* _PROMPT_
Give every entry below again, exactly as written, and skip the images.

* _DATA LISTING_
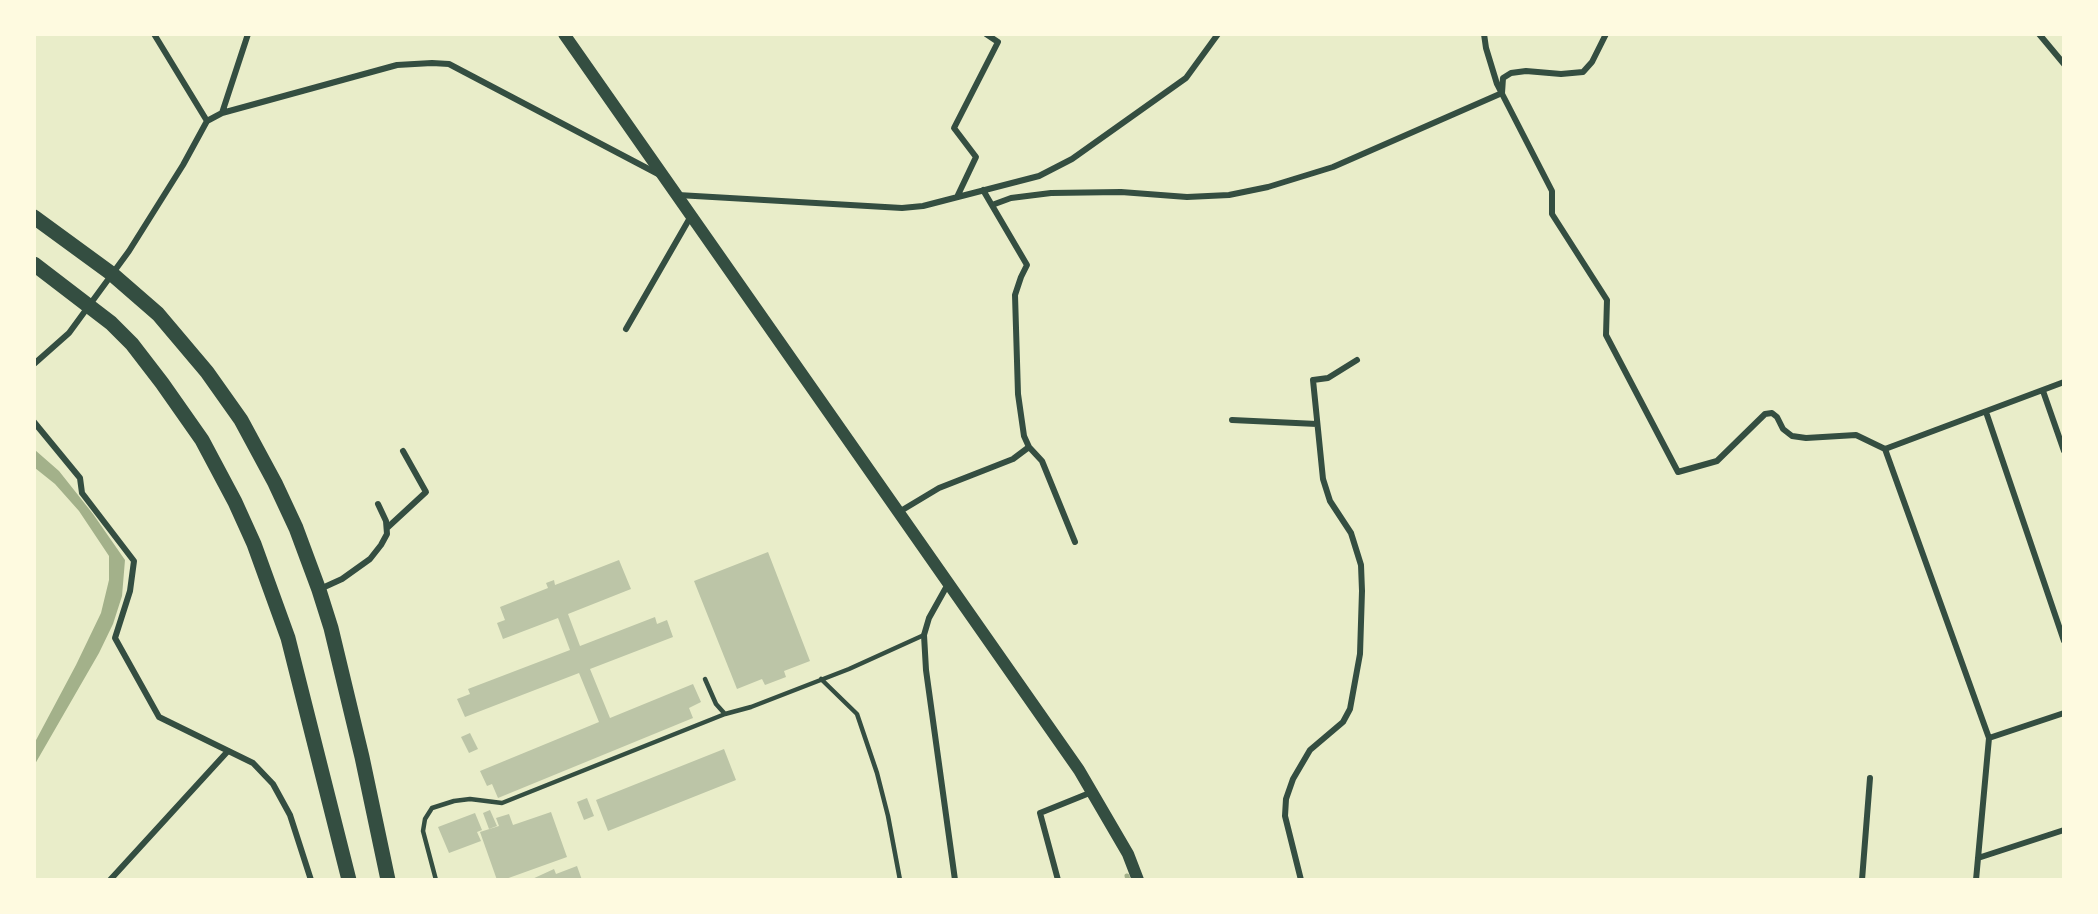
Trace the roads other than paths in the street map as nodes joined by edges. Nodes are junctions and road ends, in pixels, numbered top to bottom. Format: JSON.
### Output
{"nodes":[{"id":1,"x":154,"y":34,"type":"edge"},
{"id":2,"x":248,"y":34,"type":"edge"},
{"id":3,"x":564,"y":34,"type":"edge"},
{"id":4,"x":986,"y":34,"type":"edge"},
{"id":5,"x":1218,"y":34,"type":"edge"},
{"id":6,"x":1484,"y":34,"type":"edge"},
{"id":7,"x":1606,"y":34,"type":"edge"},
{"id":8,"x":2039,"y":34,"type":"edge"},
{"id":9,"x":2064,"y":64,"type":"edge"},
{"id":10,"x":1502,"y":93,"type":"junction"},
{"id":11,"x":222,"y":113,"type":"junction"},
{"id":12,"x":207,"y":121,"type":"junction"},
{"id":13,"x":665,"y":178,"type":"junction"},
{"id":14,"x":983,"y":190,"type":"junction"},
{"id":15,"x":677,"y":195,"type":"junction"},
{"id":16,"x":957,"y":196,"type":"junction"},
{"id":17,"x":992,"y":205,"type":"junction"},
{"id":18,"x":691,"y":216,"type":"junction"},
{"id":19,"x":34,"y":218,"type":"edge"},
{"id":20,"x":34,"y":264,"type":"edge"},
{"id":21,"x":112,"y":274,"type":"junction"},
{"id":22,"x":89,"y":306,"type":"junction"},
{"id":23,"x":626,"y":329,"type":"dead end"},
{"id":24,"x":1357,"y":360,"type":"dead end"},
{"id":25,"x":34,"y":364,"type":"edge"},
{"id":26,"x":2064,"y":382,"type":"edge"},
{"id":27,"x":2043,"y":390,"type":"junction"},
{"id":28,"x":1986,"y":412,"type":"junction"},
{"id":29,"x":1232,"y":420,"type":"dead end"},
{"id":30,"x":34,"y":422,"type":"edge"},
{"id":31,"x":1317,"y":424,"type":"junction"},
{"id":32,"x":1029,"y":447,"type":"junction"},
{"id":33,"x":1885,"y":448,"type":"junction"},
{"id":34,"x":2064,"y":451,"type":"edge"},
{"id":35,"x":403,"y":452,"type":"dead end"},
{"id":36,"x":378,"y":504,"type":"dead end"},
{"id":37,"x":899,"y":512,"type":"junction"},
{"id":38,"x":387,"y":528,"type":"junction"},
{"id":39,"x":1075,"y":542,"type":"dead end"},
{"id":40,"x":948,"y":583,"type":"junction"},
{"id":41,"x":319,"y":590,"type":"junction"},
{"id":42,"x":924,"y":635,"type":"junction"},
{"id":43,"x":2064,"y":641,"type":"edge"},
{"id":44,"x":705,"y":679,"type":"dead end"},
{"id":45,"x":821,"y":679,"type":"junction"},
{"id":46,"x":2064,"y":713,"type":"edge"},
{"id":47,"x":725,"y":714,"type":"junction"},
{"id":48,"x":1989,"y":738,"type":"junction"},
{"id":49,"x":228,"y":751,"type":"junction"},
{"id":50,"x":1870,"y":778,"type":"dead end"},
{"id":51,"x":1092,"y":792,"type":"junction"},
{"id":52,"x":2064,"y":830,"type":"edge"},
{"id":53,"x":1978,"y":858,"type":"junction"},
{"id":54,"x":111,"y":879,"type":"edge"},
{"id":55,"x":311,"y":879,"type":"edge"},
{"id":56,"x":349,"y":879,"type":"edge"},
{"id":57,"x":388,"y":879,"type":"edge"},
{"id":58,"x":436,"y":879,"type":"edge"},
{"id":59,"x":900,"y":879,"type":"edge"},
{"id":60,"x":955,"y":879,"type":"edge"},
{"id":61,"x":1058,"y":879,"type":"edge"},
{"id":62,"x":1138,"y":879,"type":"edge"},
{"id":63,"x":1301,"y":879,"type":"edge"},
{"id":64,"x":1862,"y":879,"type":"edge"},
{"id":65,"x":1976,"y":879,"type":"edge"}],
"edges":[{"from":1,"to":12,"type":"street"},
{"from":2,"to":11,"type":"street"},
{"from":3,"to":13,"type":"main road"},
{"from":4,"to":16,"type":"street"},
{"from":5,"to":14,"type":"street"},
{"from":6,"to":10,"type":"street"},
{"from":7,"to":10,"type":"street"},
{"from":8,"to":9,"type":"street"},
{"from":10,"to":17,"type":"street"},
{"from":10,"to":33,"type":"street"},
{"from":11,"to":12,"type":"street"},
{"from":11,"to":13,"type":"street"},
{"from":12,"to":21,"type":"street"},
{"from":13,"to":15,"type":"main road"},
{"from":14,"to":16,"type":"street"},
{"from":14,"to":17,"type":"street"},
{"from":15,"to":16,"type":"street"},
{"from":15,"to":18,"type":"main road"},
{"from":17,"to":32,"type":"street"},
{"from":18,"to":23,"type":"street"},
{"from":18,"to":37,"type":"main road"},
{"from":19,"to":21,"type":"main road"},
{"from":20,"to":22,"type":"main road"},
{"from":21,"to":22,"type":"street"},
{"from":21,"to":41,"type":"main road"},
{"from":22,"to":25,"type":"street"},
{"from":22,"to":56,"type":"main road"},
{"from":24,"to":31,"type":"street"},
{"from":26,"to":27,"type":"street"},
{"from":27,"to":28,"type":"street"},
{"from":27,"to":34,"type":"street"},
{"from":28,"to":33,"type":"street"},
{"from":28,"to":43,"type":"street"},
{"from":29,"to":31,"type":"street"},
{"from":30,"to":49,"type":"street"},
{"from":31,"to":63,"type":"street"},
{"from":32,"to":37,"type":"street"},
{"from":32,"to":39,"type":"street"},
{"from":33,"to":48,"type":"street"},
{"from":35,"to":38,"type":"street"},
{"from":36,"to":38,"type":"street"},
{"from":37,"to":40,"type":"main road"},
{"from":38,"to":41,"type":"street"},
{"from":40,"to":42,"type":"street"},
{"from":40,"to":51,"type":"main road"},
{"from":41,"to":57,"type":"main road"},
{"from":42,"to":45,"type":"lane"},
{"from":42,"to":60,"type":"street"},
{"from":44,"to":47,"type":"lane"},
{"from":45,"to":47,"type":"lane"},
{"from":45,"to":59,"type":"lane"},
{"from":46,"to":48,"type":"street"},
{"from":47,"to":58,"type":"lane"},
{"from":48,"to":53,"type":"street"},
{"from":49,"to":54,"type":"street"},
{"from":49,"to":55,"type":"street"},
{"from":50,"to":64,"type":"street"},
{"from":51,"to":61,"type":"street"},
{"from":51,"to":62,"type":"main road"},
{"from":52,"to":53,"type":"street"},
{"from":53,"to":65,"type":"street"}]}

* _SOLUTION FOR THIS EXERCISE_
Trace the roads other than paths in the street map as nodes joined by edges. Nodes are junctions and road ends, in pixels, numbered top to bottom. Format: JSON.
### Output
{"nodes":[{"id":1,"x":154,"y":34,"type":"edge"},
{"id":2,"x":248,"y":34,"type":"edge"},
{"id":3,"x":564,"y":34,"type":"edge"},
{"id":4,"x":986,"y":34,"type":"edge"},
{"id":5,"x":1218,"y":34,"type":"edge"},
{"id":6,"x":1484,"y":34,"type":"edge"},
{"id":7,"x":1606,"y":34,"type":"edge"},
{"id":8,"x":2039,"y":34,"type":"edge"},
{"id":9,"x":2064,"y":64,"type":"edge"},
{"id":10,"x":1502,"y":93,"type":"junction"},
{"id":11,"x":222,"y":113,"type":"junction"},
{"id":12,"x":207,"y":121,"type":"junction"},
{"id":13,"x":665,"y":178,"type":"junction"},
{"id":14,"x":983,"y":190,"type":"junction"},
{"id":15,"x":677,"y":195,"type":"junction"},
{"id":16,"x":957,"y":196,"type":"junction"},
{"id":17,"x":992,"y":205,"type":"junction"},
{"id":18,"x":691,"y":216,"type":"junction"},
{"id":19,"x":34,"y":218,"type":"edge"},
{"id":20,"x":34,"y":264,"type":"edge"},
{"id":21,"x":112,"y":274,"type":"junction"},
{"id":22,"x":89,"y":306,"type":"junction"},
{"id":23,"x":626,"y":329,"type":"dead end"},
{"id":24,"x":1357,"y":360,"type":"dead end"},
{"id":25,"x":34,"y":364,"type":"edge"},
{"id":26,"x":2064,"y":382,"type":"edge"},
{"id":27,"x":2043,"y":390,"type":"junction"},
{"id":28,"x":1986,"y":412,"type":"junction"},
{"id":29,"x":1232,"y":420,"type":"dead end"},
{"id":30,"x":34,"y":422,"type":"edge"},
{"id":31,"x":1317,"y":424,"type":"junction"},
{"id":32,"x":1029,"y":447,"type":"junction"},
{"id":33,"x":1885,"y":448,"type":"junction"},
{"id":34,"x":2064,"y":451,"type":"edge"},
{"id":35,"x":403,"y":452,"type":"dead end"},
{"id":36,"x":378,"y":504,"type":"dead end"},
{"id":37,"x":899,"y":512,"type":"junction"},
{"id":38,"x":387,"y":528,"type":"junction"},
{"id":39,"x":1075,"y":542,"type":"dead end"},
{"id":40,"x":948,"y":583,"type":"junction"},
{"id":41,"x":319,"y":590,"type":"junction"},
{"id":42,"x":924,"y":635,"type":"junction"},
{"id":43,"x":2064,"y":641,"type":"edge"},
{"id":44,"x":705,"y":679,"type":"dead end"},
{"id":45,"x":821,"y":679,"type":"junction"},
{"id":46,"x":2064,"y":713,"type":"edge"},
{"id":47,"x":725,"y":714,"type":"junction"},
{"id":48,"x":1989,"y":738,"type":"junction"},
{"id":49,"x":228,"y":751,"type":"junction"},
{"id":50,"x":1870,"y":778,"type":"dead end"},
{"id":51,"x":1092,"y":792,"type":"junction"},
{"id":52,"x":2064,"y":830,"type":"edge"},
{"id":53,"x":1978,"y":858,"type":"junction"},
{"id":54,"x":111,"y":879,"type":"edge"},
{"id":55,"x":311,"y":879,"type":"edge"},
{"id":56,"x":349,"y":879,"type":"edge"},
{"id":57,"x":388,"y":879,"type":"edge"},
{"id":58,"x":436,"y":879,"type":"edge"},
{"id":59,"x":900,"y":879,"type":"edge"},
{"id":60,"x":955,"y":879,"type":"edge"},
{"id":61,"x":1058,"y":879,"type":"edge"},
{"id":62,"x":1138,"y":879,"type":"edge"},
{"id":63,"x":1301,"y":879,"type":"edge"},
{"id":64,"x":1862,"y":879,"type":"edge"},
{"id":65,"x":1976,"y":879,"type":"edge"}],
"edges":[{"from":1,"to":12,"type":"street"},
{"from":2,"to":11,"type":"street"},
{"from":3,"to":13,"type":"main road"},
{"from":4,"to":16,"type":"street"},
{"from":5,"to":14,"type":"street"},
{"from":6,"to":10,"type":"street"},
{"from":7,"to":10,"type":"street"},
{"from":8,"to":9,"type":"street"},
{"from":10,"to":17,"type":"street"},
{"from":10,"to":33,"type":"street"},
{"from":11,"to":12,"type":"street"},
{"from":11,"to":13,"type":"street"},
{"from":12,"to":21,"type":"street"},
{"from":13,"to":15,"type":"main road"},
{"from":14,"to":16,"type":"street"},
{"from":14,"to":17,"type":"street"},
{"from":15,"to":16,"type":"street"},
{"from":15,"to":18,"type":"main road"},
{"from":17,"to":32,"type":"street"},
{"from":18,"to":23,"type":"street"},
{"from":18,"to":37,"type":"main road"},
{"from":19,"to":21,"type":"main road"},
{"from":20,"to":22,"type":"main road"},
{"from":21,"to":22,"type":"street"},
{"from":21,"to":41,"type":"main road"},
{"from":22,"to":25,"type":"street"},
{"from":22,"to":56,"type":"main road"},
{"from":24,"to":31,"type":"street"},
{"from":26,"to":27,"type":"street"},
{"from":27,"to":28,"type":"street"},
{"from":27,"to":34,"type":"street"},
{"from":28,"to":33,"type":"street"},
{"from":28,"to":43,"type":"street"},
{"from":29,"to":31,"type":"street"},
{"from":30,"to":49,"type":"street"},
{"from":31,"to":63,"type":"street"},
{"from":32,"to":37,"type":"street"},
{"from":32,"to":39,"type":"street"},
{"from":33,"to":48,"type":"street"},
{"from":35,"to":38,"type":"street"},
{"from":36,"to":38,"type":"street"},
{"from":37,"to":40,"type":"main road"},
{"from":38,"to":41,"type":"street"},
{"from":40,"to":42,"type":"street"},
{"from":40,"to":51,"type":"main road"},
{"from":41,"to":57,"type":"main road"},
{"from":42,"to":45,"type":"lane"},
{"from":42,"to":60,"type":"street"},
{"from":44,"to":47,"type":"lane"},
{"from":45,"to":47,"type":"lane"},
{"from":45,"to":59,"type":"lane"},
{"from":46,"to":48,"type":"street"},
{"from":47,"to":58,"type":"lane"},
{"from":48,"to":53,"type":"street"},
{"from":49,"to":54,"type":"street"},
{"from":49,"to":55,"type":"street"},
{"from":50,"to":64,"type":"street"},
{"from":51,"to":61,"type":"street"},
{"from":51,"to":62,"type":"main road"},
{"from":52,"to":53,"type":"street"},
{"from":53,"to":65,"type":"street"}]}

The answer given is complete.